No acknowledgement found.

References

1. Wisner D. J., Rogers N., Deshpande V. S., et al. High-resolution diffusion-weighted imaging for the separation of benign from malignant BI-RADS 4/5 lesions found on breast MRI at 3T. Journal of Magnetic Resonance Imaging. 2014;40(3):674-681.

2. Liney G. P., Holloway L., Al Harthi T. M., et al. Quantitative evaluation of diffusion-weighted imaging techniques for the purposes of radiotherapy planning in the prostate. The British journal of radiology. 2015;88(1049):20150034.

3. Porter, D. A., Heidemann, R. M. High Resolution Diffusion Weighted Imaging Using Readout Segmented Echo Planar Imaging, Parallel Imaging and Two Dimensional Navigator based Reacquisition. Magnetic Resonance in Medicine. 2009;62(2):468-475.

Figures

Fig. 1 A thyroid adenoma in isthmus and left lobe of a 41-year-old man. The SInodule/SINTT of the nodule decreases with increasing b-values (white arrows).

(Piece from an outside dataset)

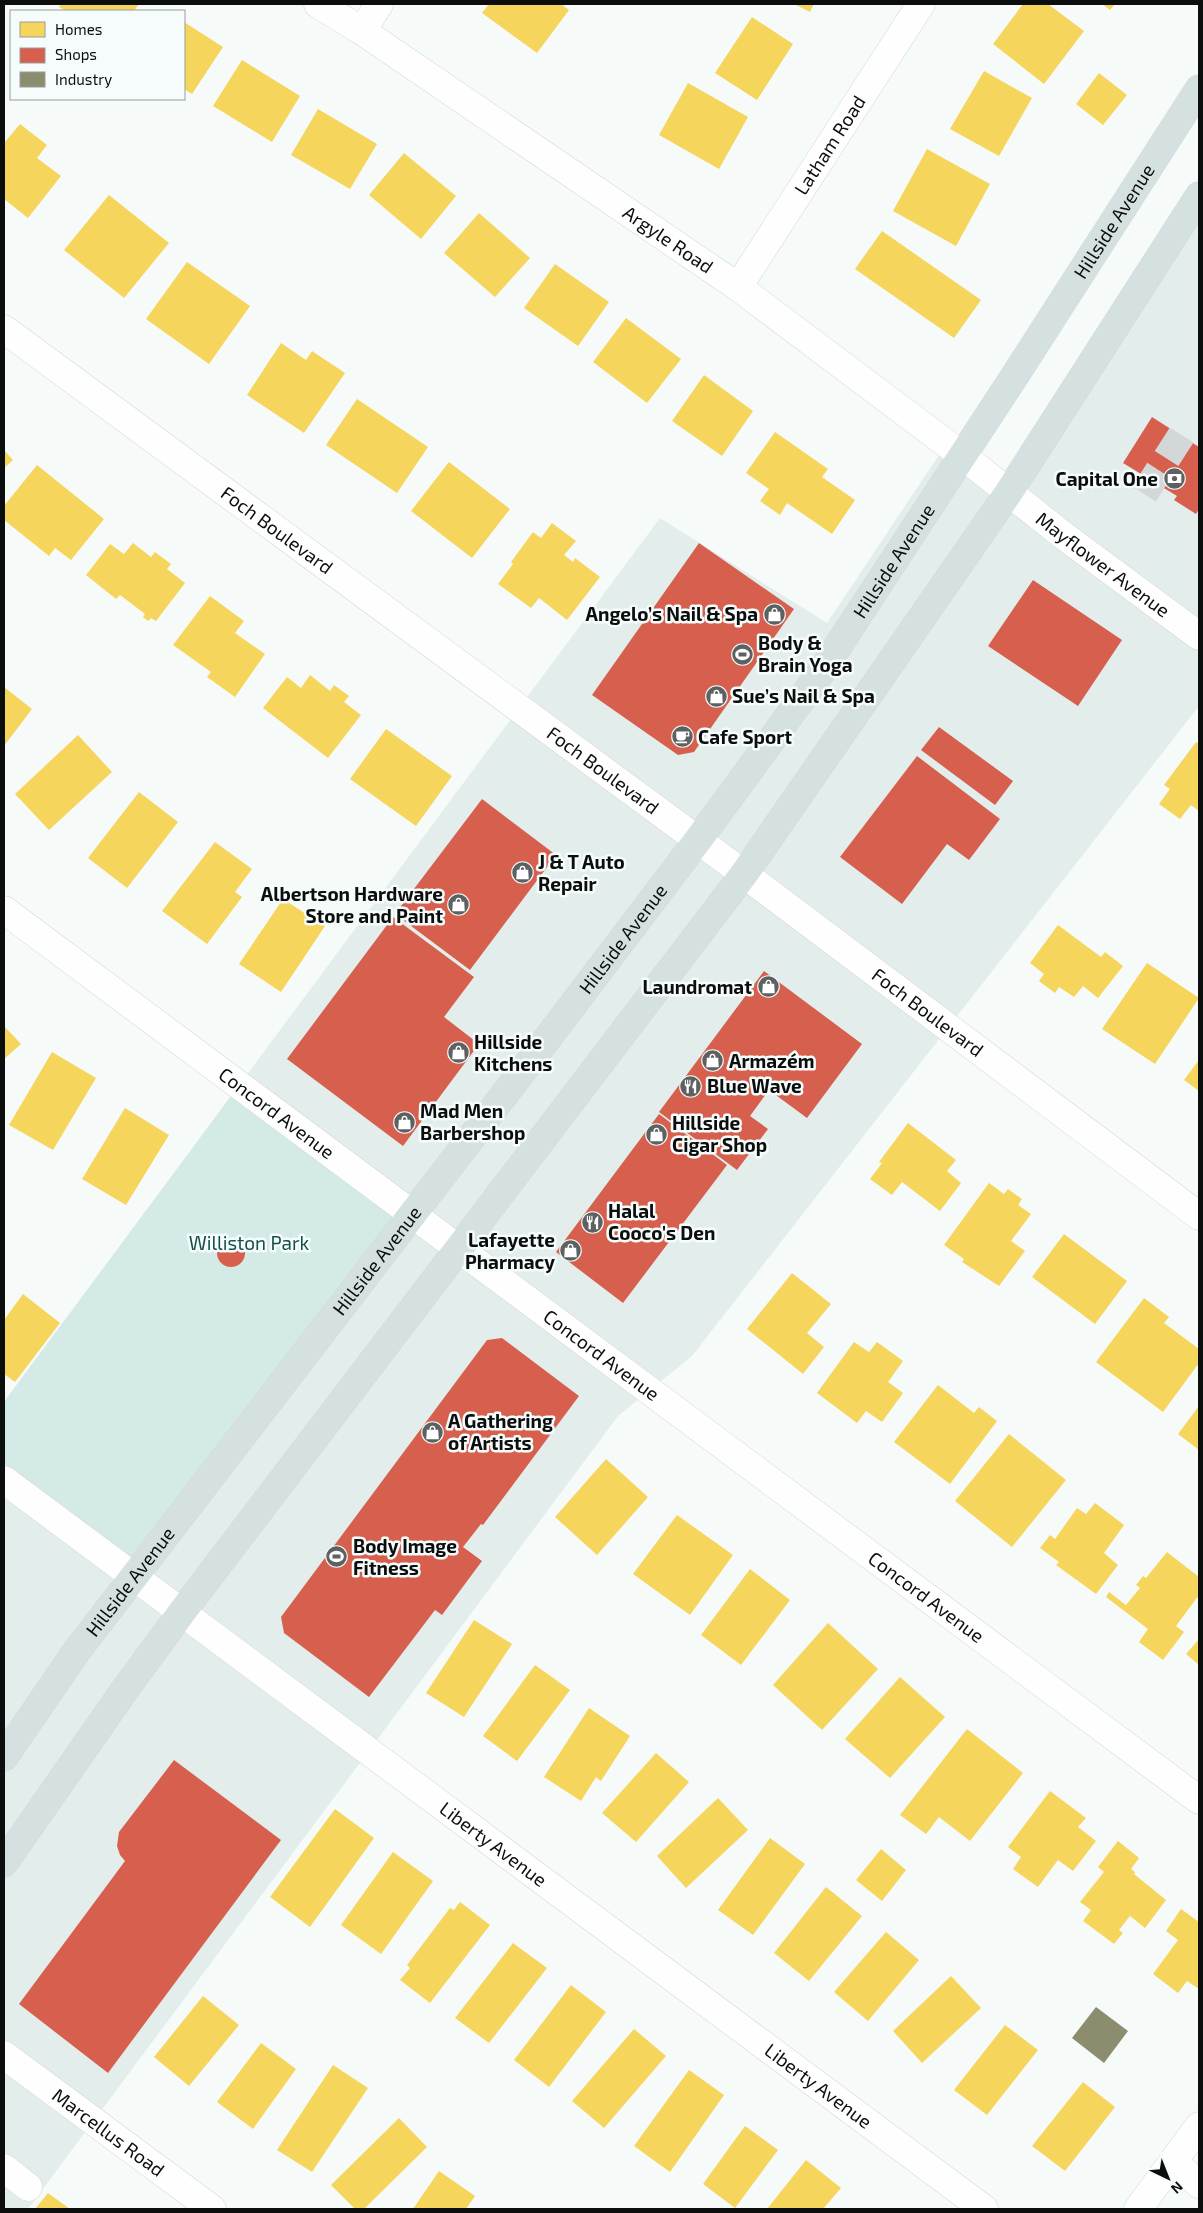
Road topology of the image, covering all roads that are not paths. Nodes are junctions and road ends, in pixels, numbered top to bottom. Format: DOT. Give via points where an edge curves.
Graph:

Fig. 2 A thyroid papillary carcinoma in right lobe of a 26-year-old woman. The SInodule/SINTT of the nodule increases with increasing b-values (white triangles).

Fig. 3 A nodular goiter in right thyroid lobe and a papillary carcinoma in left thyroid lobe on MR images of a 52-year-old woman. The nodular goiter is marked as white triangle, and the papillary carcinoma is marked as white arrow-head.